Chris Pearson
Tera Contributor

I'd like to bring some great information which I had the privilege of receiving from a recent ServiceNow webinar on the topic of designing for performance. Shout out to Haret Valean and Jon Gittoes from ServiceNow's Account Escalation Engineering (AEE) team. These are the people that get to the root cause when you can't figure out what in the world is making your SN instance drop to its knees and beg for mercy. Hint...it's usually you. But when we know better, we do better, right?

 

This might end up being a multi-blog series, but let's tackle the first topic.

 

The high level architecture can be described as an http request hitting SN's firewall, processing through an application delivery controller (ADC) which routes the request to multiple application nodes which then interact with the database layer. All SN instances have at least 2 application nodes.

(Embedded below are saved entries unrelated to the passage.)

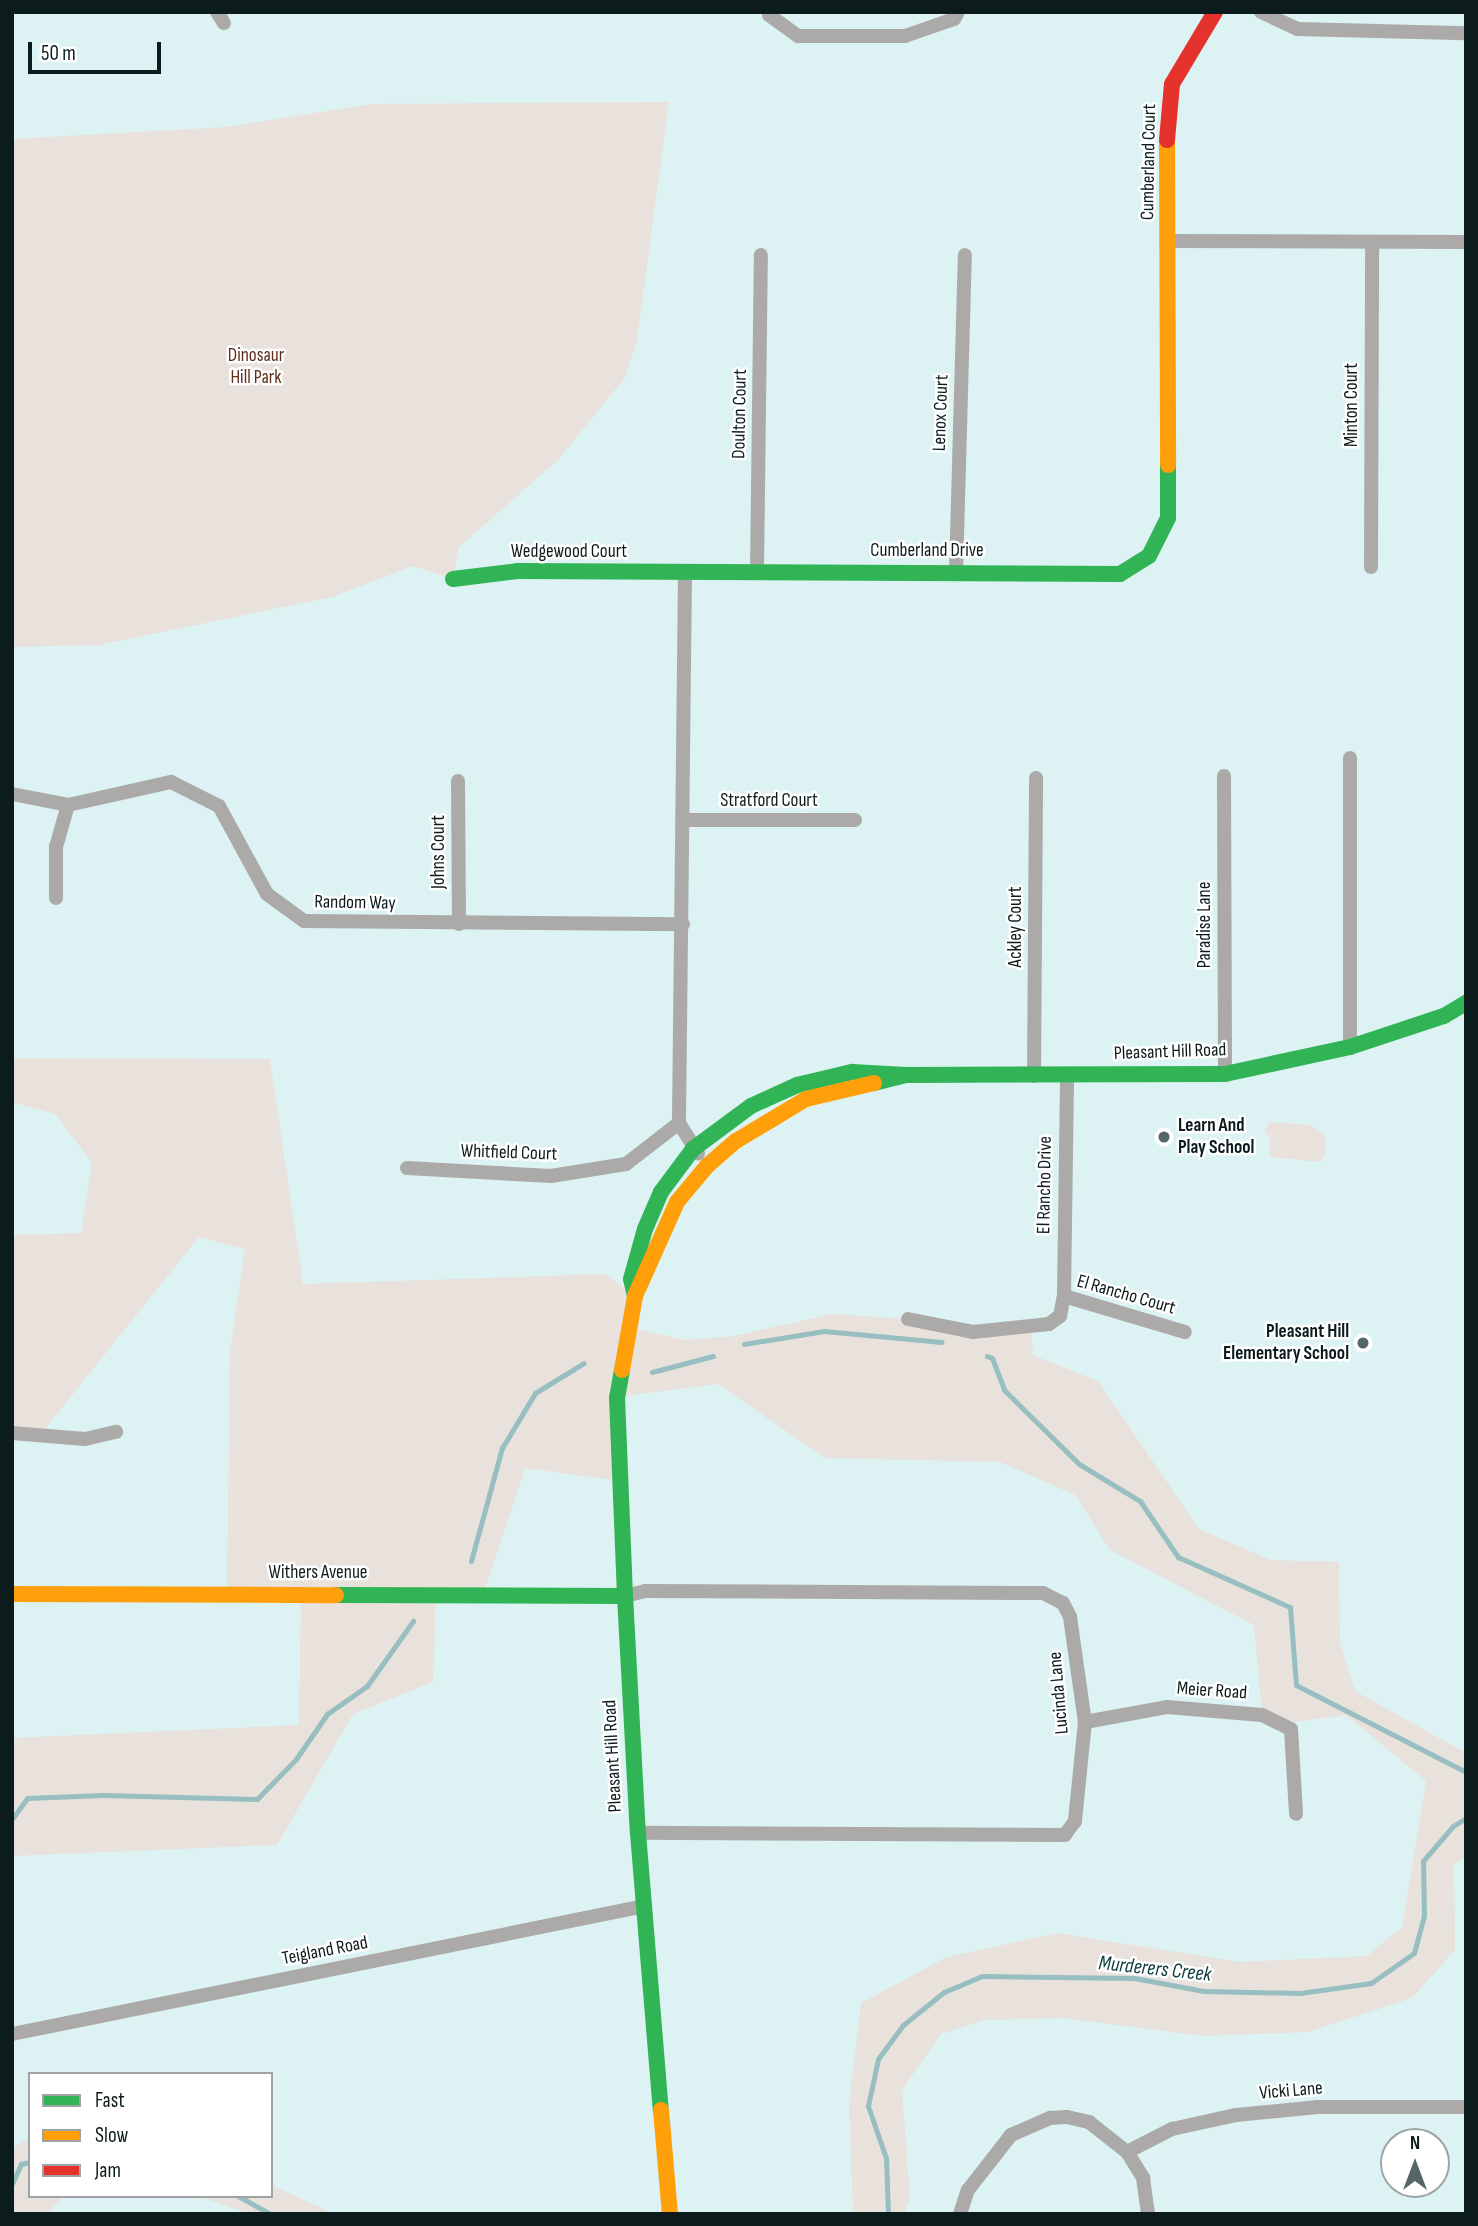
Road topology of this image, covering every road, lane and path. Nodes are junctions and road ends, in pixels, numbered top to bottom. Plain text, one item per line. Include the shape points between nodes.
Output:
1 (958, 12) edge
2 (1215, 12) edge
3 (1262, 12) edge
4 (769, 15) dead end
5 (1466, 33) edge
6 (1169, 241) junction
7 (1372, 242) junction
8 (1466, 242) edge
9 (761, 255) dead end
10 (965, 255) dead end
11 (1371, 567) dead end
12 (757, 572) junction
13 (956, 572) junction
14 (685, 573) junction
15 (453, 579) dead end
16 (1350, 758) dead end
17 (1224, 776) dead end
18 (1036, 778) dead end
19 (458, 781) dead end
20 (12, 794) edge
21 (68, 805) junction
22 (683, 820) junction
23 (855, 820) dead end
24 (56, 898) dead end
25 (459, 924) junction
26 (683, 924) junction
27 (1466, 1003) edge
28 (1350, 1047) junction
29 (1225, 1074) junction
30 (906, 1075) junction
31 (1034, 1076) junction
32 (1067, 1076) junction
33 (679, 1123) junction
34 (693, 1149) junction
35 (707, 1166) junction
36 (407, 1168) dead end
37 (635, 1296) junction
38 (1064, 1296) junction
39 (908, 1319) dead end
40 (1185, 1332) dead end
41 (116, 1432) dead end
42 (12, 1433) edge
43 (12, 1594) edge
44 (625, 1596) junction
45 (1085, 1722) junction
46 (1296, 1814) dead end
47 (638, 1833) junction
48 (646, 1906) junction
49 (12, 2034) edge
50 (1466, 2107) edge
51 (1127, 2152) junction
52 (670, 2214) edge
53 (960, 2214) edge
54 (1148, 2214) edge

1 - 4 street via 954,19 905,36 798,36
2 - 6 street, Cumberland Court via 1172,85 1167,123
3 - 5 street via 1297,29
6 - 7 street
6 - 13 street, Cumberland Drive via 1168,518 1149,556 1120,574
7 - 8 street
7 - 11 street, Minton Court
9 - 12 street, Doulton Court
10 - 13 street, Lenox Court
12 - 13 street, Cumberland Drive
12 - 14 street, Cumberland Drive
14 - 15 street, Wedgewood Court via 518,571
14 - 22 street
16 - 28 street
17 - 29 street, Paradise Lane
18 - 31 street, Ackley Court
19 - 25 street, Johns Court
20 - 21 street, Random Way
21 - 24 street via 56,847
21 - 25 street, Random Way via 171,782 219,806 267,894 304,921
22 - 23 street, Stratford Court
22 - 26 street
25 - 26 street, Random Way
26 - 33 street
27 - 28 street, Pleasant Hill Road via 1444,1016
28 - 29 street, Pleasant Hill Road
29 - 32 street, Pleasant Hill Road
30 - 31 street, Pleasant Hill Road
30 - 34 street, Pleasant Hill Road via 852,1072 797,1085 751,1105
30 - 35 street, Pleasant Hill Road via 806,1098 765,1121
31 - 32 street, Pleasant Hill Road
32 - 38 street, El Rancho Drive
33 - 34 street
33 - 36 street, Whitfield Court via 626,1164 551,1177
34 - 35 street
34 - 37 street, Pleasant Hill Road via 661,1192 645,1229 631,1279
35 - 37 street, Pleasant Hill Road via 667,1219
37 - 44 street, Pleasant Hill Road via 617,1397
38 - 39 street, El Rancho Court via 1060,1315 1049,1324 973,1332
38 - 40 street, El Rancho Court
41 - 42 street via 85,1439
43 - 44 street, Withers Avenue
44 - 45 street, Lucinda Lane via 645,1591 1043,1593 1063,1603 1070,1617
44 - 47 street, Pleasant Hill Road
45 - 46 street, Meier Road via 1167,1707 1262,1715 1291,1729
45 - 47 street, Lucinda Lane via 1075,1821 1065,1835
47 - 48 street, Pleasant Hill Road
48 - 49 street, Teigland Road
48 - 52 street, Pleasant Hill Road
50 - 51 street, Vicki Lane via 1318,2107 1236,2115 1172,2129
51 - 53 street via 1089,2122 1058,2118 1029,2125 989,2159 968,2190
51 - 54 street via 1143,2178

Each node has 2GB of Heap Space (memory), pools of threads which can execute work, and a JDBC driver with one or more pools of database connections.

 

Where does the AEE team see common bottlenecks in the SN instance architecture?

 

The first is with the primary database. If the database is slow it can effect the entire instance. This is because the primary database is typically a single shared resource and can be overwhelmed by excessive transactions (CPU / IO / History List Length). What can be done to mitigate these types of issues? For one, formulate your queries for optimization by avoiding as much as possible OR conditions and CONTAINS operators. Also, ensure that your tables are properly indexed. Queries against indexed columns will run extremely faster than non-indexed columns. When you start to troubleshoot your performance issue and you see spikes or abnormally high trends on SQL response times in your transactions, these are the things to look for.